WHAT YOU SHOULD DO
Give every line below again, exactly.

[Records contained in a dataset]
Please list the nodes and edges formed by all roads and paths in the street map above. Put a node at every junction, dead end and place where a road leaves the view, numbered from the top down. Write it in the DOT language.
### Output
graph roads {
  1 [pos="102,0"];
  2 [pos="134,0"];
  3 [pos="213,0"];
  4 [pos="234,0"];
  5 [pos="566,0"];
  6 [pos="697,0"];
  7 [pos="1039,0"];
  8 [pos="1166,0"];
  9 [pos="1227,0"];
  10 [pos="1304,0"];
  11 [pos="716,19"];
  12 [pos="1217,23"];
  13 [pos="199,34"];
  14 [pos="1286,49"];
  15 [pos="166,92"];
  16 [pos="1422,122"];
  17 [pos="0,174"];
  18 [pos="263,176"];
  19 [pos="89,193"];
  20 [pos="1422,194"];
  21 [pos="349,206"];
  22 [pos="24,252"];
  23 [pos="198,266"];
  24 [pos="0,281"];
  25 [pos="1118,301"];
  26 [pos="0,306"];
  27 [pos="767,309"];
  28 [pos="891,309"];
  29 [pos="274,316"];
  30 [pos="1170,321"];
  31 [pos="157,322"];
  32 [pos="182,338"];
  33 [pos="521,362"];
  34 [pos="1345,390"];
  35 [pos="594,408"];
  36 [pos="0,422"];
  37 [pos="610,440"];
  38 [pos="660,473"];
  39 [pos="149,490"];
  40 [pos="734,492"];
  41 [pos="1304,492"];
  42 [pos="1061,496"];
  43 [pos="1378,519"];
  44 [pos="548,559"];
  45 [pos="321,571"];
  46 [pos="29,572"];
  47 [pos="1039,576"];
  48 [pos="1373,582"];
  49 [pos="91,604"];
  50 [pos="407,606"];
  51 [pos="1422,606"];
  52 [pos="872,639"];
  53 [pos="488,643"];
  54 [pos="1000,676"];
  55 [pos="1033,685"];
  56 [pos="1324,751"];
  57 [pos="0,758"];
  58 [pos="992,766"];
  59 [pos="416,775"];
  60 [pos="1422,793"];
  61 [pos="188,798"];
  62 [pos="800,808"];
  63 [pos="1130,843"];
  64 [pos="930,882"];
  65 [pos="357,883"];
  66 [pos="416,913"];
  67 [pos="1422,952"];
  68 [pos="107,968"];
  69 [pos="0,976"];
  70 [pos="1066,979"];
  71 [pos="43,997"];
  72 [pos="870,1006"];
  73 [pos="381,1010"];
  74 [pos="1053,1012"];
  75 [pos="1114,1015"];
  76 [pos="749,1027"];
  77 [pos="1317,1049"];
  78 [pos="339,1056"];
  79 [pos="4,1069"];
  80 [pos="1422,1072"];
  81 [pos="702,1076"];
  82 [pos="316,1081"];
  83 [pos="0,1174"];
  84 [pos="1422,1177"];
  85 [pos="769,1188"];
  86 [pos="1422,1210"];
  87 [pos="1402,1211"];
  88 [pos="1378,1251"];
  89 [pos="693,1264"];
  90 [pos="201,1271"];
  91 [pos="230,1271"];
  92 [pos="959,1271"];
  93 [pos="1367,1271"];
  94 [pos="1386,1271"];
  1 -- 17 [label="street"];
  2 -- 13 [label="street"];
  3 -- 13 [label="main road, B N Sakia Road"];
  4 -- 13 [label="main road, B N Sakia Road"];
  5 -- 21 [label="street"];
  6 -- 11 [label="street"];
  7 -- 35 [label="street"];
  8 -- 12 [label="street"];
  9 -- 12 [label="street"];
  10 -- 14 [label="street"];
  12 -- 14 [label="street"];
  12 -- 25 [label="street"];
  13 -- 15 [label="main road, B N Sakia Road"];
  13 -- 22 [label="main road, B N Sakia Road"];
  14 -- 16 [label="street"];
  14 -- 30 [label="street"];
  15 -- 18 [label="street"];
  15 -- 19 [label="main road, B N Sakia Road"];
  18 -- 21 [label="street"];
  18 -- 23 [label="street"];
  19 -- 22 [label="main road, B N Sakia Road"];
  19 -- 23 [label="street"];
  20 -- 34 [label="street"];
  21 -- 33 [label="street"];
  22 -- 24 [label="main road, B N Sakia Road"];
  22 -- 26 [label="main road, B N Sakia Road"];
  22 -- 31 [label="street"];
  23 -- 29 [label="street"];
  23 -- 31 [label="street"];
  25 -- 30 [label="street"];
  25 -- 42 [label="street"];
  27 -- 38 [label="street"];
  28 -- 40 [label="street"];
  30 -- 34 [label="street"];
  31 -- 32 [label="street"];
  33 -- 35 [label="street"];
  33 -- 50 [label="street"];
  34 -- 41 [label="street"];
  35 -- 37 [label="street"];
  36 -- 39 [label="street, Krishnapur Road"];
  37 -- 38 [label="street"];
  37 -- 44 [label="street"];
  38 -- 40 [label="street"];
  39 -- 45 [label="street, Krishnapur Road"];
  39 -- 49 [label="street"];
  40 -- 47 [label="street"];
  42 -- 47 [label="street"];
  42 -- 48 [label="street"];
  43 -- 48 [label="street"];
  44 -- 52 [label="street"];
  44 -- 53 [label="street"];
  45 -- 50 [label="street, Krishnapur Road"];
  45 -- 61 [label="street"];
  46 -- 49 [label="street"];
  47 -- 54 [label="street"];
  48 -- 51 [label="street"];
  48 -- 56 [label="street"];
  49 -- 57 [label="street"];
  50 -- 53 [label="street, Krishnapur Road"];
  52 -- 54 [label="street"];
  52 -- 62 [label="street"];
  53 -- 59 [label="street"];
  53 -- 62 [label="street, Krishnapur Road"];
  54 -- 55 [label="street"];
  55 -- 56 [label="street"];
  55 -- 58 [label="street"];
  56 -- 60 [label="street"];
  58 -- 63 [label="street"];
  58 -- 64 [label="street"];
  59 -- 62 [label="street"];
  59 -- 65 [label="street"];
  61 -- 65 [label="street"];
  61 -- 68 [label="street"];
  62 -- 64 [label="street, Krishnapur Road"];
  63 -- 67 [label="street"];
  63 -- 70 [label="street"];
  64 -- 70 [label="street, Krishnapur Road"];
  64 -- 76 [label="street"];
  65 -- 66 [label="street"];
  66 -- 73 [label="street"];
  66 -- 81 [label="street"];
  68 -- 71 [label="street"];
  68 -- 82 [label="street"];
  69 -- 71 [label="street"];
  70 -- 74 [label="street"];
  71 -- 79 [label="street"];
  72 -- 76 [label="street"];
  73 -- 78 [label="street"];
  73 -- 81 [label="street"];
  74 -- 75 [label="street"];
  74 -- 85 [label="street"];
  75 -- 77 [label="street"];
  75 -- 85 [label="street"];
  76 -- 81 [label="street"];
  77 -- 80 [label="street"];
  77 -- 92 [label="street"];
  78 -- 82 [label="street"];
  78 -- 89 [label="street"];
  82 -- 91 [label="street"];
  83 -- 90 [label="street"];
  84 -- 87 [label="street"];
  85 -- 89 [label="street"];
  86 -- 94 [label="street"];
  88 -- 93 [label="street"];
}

SOLUTION
Please list the nodes and edges formed by all roads and paths in the street map above. Put a node at every junction, dead end and place where a road leaves the view, numbered from the top down. Write it in the DOT language.
### Output
graph roads {
  1 [pos="102,0"];
  2 [pos="134,0"];
  3 [pos="213,0"];
  4 [pos="234,0"];
  5 [pos="566,0"];
  6 [pos="697,0"];
  7 [pos="1039,0"];
  8 [pos="1166,0"];
  9 [pos="1227,0"];
  10 [pos="1304,0"];
  11 [pos="716,19"];
  12 [pos="1217,23"];
  13 [pos="199,34"];
  14 [pos="1286,49"];
  15 [pos="166,92"];
  16 [pos="1422,122"];
  17 [pos="0,174"];
  18 [pos="263,176"];
  19 [pos="89,193"];
  20 [pos="1422,194"];
  21 [pos="349,206"];
  22 [pos="24,252"];
  23 [pos="198,266"];
  24 [pos="0,281"];
  25 [pos="1118,301"];
  26 [pos="0,306"];
  27 [pos="767,309"];
  28 [pos="891,309"];
  29 [pos="274,316"];
  30 [pos="1170,321"];
  31 [pos="157,322"];
  32 [pos="182,338"];
  33 [pos="521,362"];
  34 [pos="1345,390"];
  35 [pos="594,408"];
  36 [pos="0,422"];
  37 [pos="610,440"];
  38 [pos="660,473"];
  39 [pos="149,490"];
  40 [pos="734,492"];
  41 [pos="1304,492"];
  42 [pos="1061,496"];
  43 [pos="1378,519"];
  44 [pos="548,559"];
  45 [pos="321,571"];
  46 [pos="29,572"];
  47 [pos="1039,576"];
  48 [pos="1373,582"];
  49 [pos="91,604"];
  50 [pos="407,606"];
  51 [pos="1422,606"];
  52 [pos="872,639"];
  53 [pos="488,643"];
  54 [pos="1000,676"];
  55 [pos="1033,685"];
  56 [pos="1324,751"];
  57 [pos="0,758"];
  58 [pos="992,766"];
  59 [pos="416,775"];
  60 [pos="1422,793"];
  61 [pos="188,798"];
  62 [pos="800,808"];
  63 [pos="1130,843"];
  64 [pos="930,882"];
  65 [pos="357,883"];
  66 [pos="416,913"];
  67 [pos="1422,952"];
  68 [pos="107,968"];
  69 [pos="0,976"];
  70 [pos="1066,979"];
  71 [pos="43,997"];
  72 [pos="870,1006"];
  73 [pos="381,1010"];
  74 [pos="1053,1012"];
  75 [pos="1114,1015"];
  76 [pos="749,1027"];
  77 [pos="1317,1049"];
  78 [pos="339,1056"];
  79 [pos="4,1069"];
  80 [pos="1422,1072"];
  81 [pos="702,1076"];
  82 [pos="316,1081"];
  83 [pos="0,1174"];
  84 [pos="1422,1177"];
  85 [pos="769,1188"];
  86 [pos="1422,1210"];
  87 [pos="1402,1211"];
  88 [pos="1378,1251"];
  89 [pos="693,1264"];
  90 [pos="201,1271"];
  91 [pos="230,1271"];
  92 [pos="959,1271"];
  93 [pos="1367,1271"];
  94 [pos="1386,1271"];
  1 -- 17 [label="street"];
  2 -- 13 [label="street"];
  3 -- 13 [label="main road, B N Sakia Road"];
  4 -- 13 [label="main road, B N Sakia Road"];
  5 -- 21 [label="street"];
  6 -- 11 [label="street"];
  7 -- 35 [label="street"];
  8 -- 12 [label="street"];
  9 -- 12 [label="street"];
  10 -- 14 [label="street"];
  12 -- 14 [label="street"];
  12 -- 25 [label="street"];
  13 -- 15 [label="main road, B N Sakia Road"];
  13 -- 22 [label="main road, B N Sakia Road"];
  14 -- 16 [label="street"];
  14 -- 30 [label="street"];
  15 -- 18 [label="street"];
  15 -- 19 [label="main road, B N Sakia Road"];
  18 -- 21 [label="street"];
  18 -- 23 [label="street"];
  19 -- 22 [label="main road, B N Sakia Road"];
  19 -- 23 [label="street"];
  20 -- 34 [label="street"];
  21 -- 33 [label="street"];
  22 -- 24 [label="main road, B N Sakia Road"];
  22 -- 26 [label="main road, B N Sakia Road"];
  22 -- 31 [label="street"];
  23 -- 29 [label="street"];
  23 -- 31 [label="street"];
  25 -- 30 [label="street"];
  25 -- 42 [label="street"];
  27 -- 38 [label="street"];
  28 -- 40 [label="street"];
  30 -- 34 [label="street"];
  31 -- 32 [label="street"];
  33 -- 35 [label="street"];
  33 -- 50 [label="street"];
  34 -- 41 [label="street"];
  35 -- 37 [label="street"];
  36 -- 39 [label="street, Krishnapur Road"];
  37 -- 38 [label="street"];
  37 -- 44 [label="street"];
  38 -- 40 [label="street"];
  39 -- 45 [label="street, Krishnapur Road"];
  39 -- 49 [label="street"];
  40 -- 47 [label="street"];
  42 -- 47 [label="street"];
  42 -- 48 [label="street"];
  43 -- 48 [label="street"];
  44 -- 52 [label="street"];
  44 -- 53 [label="street"];
  45 -- 50 [label="street, Krishnapur Road"];
  45 -- 61 [label="street"];
  46 -- 49 [label="street"];
  47 -- 54 [label="street"];
  48 -- 51 [label="street"];
  48 -- 56 [label="street"];
  49 -- 57 [label="street"];
  50 -- 53 [label="street, Krishnapur Road"];
  52 -- 54 [label="street"];
  52 -- 62 [label="street"];
  53 -- 59 [label="street"];
  53 -- 62 [label="street, Krishnapur Road"];
  54 -- 55 [label="street"];
  55 -- 56 [label="street"];
  55 -- 58 [label="street"];
  56 -- 60 [label="street"];
  58 -- 63 [label="street"];
  58 -- 64 [label="street"];
  59 -- 62 [label="street"];
  59 -- 65 [label="street"];
  61 -- 65 [label="street"];
  61 -- 68 [label="street"];
  62 -- 64 [label="street, Krishnapur Road"];
  63 -- 67 [label="street"];
  63 -- 70 [label="street"];
  64 -- 70 [label="street, Krishnapur Road"];
  64 -- 76 [label="street"];
  65 -- 66 [label="street"];
  66 -- 73 [label="street"];
  66 -- 81 [label="street"];
  68 -- 71 [label="street"];
  68 -- 82 [label="street"];
  69 -- 71 [label="street"];
  70 -- 74 [label="street"];
  71 -- 79 [label="street"];
  72 -- 76 [label="street"];
  73 -- 78 [label="street"];
  73 -- 81 [label="street"];
  74 -- 75 [label="street"];
  74 -- 85 [label="street"];
  75 -- 77 [label="street"];
  75 -- 85 [label="street"];
  76 -- 81 [label="street"];
  77 -- 80 [label="street"];
  77 -- 92 [label="street"];
  78 -- 82 [label="street"];
  78 -- 89 [label="street"];
  82 -- 91 [label="street"];
  83 -- 90 [label="street"];
  84 -- 87 [label="street"];
  85 -- 89 [label="street"];
  86 -- 94 [label="street"];
  88 -- 93 [label="street"];
}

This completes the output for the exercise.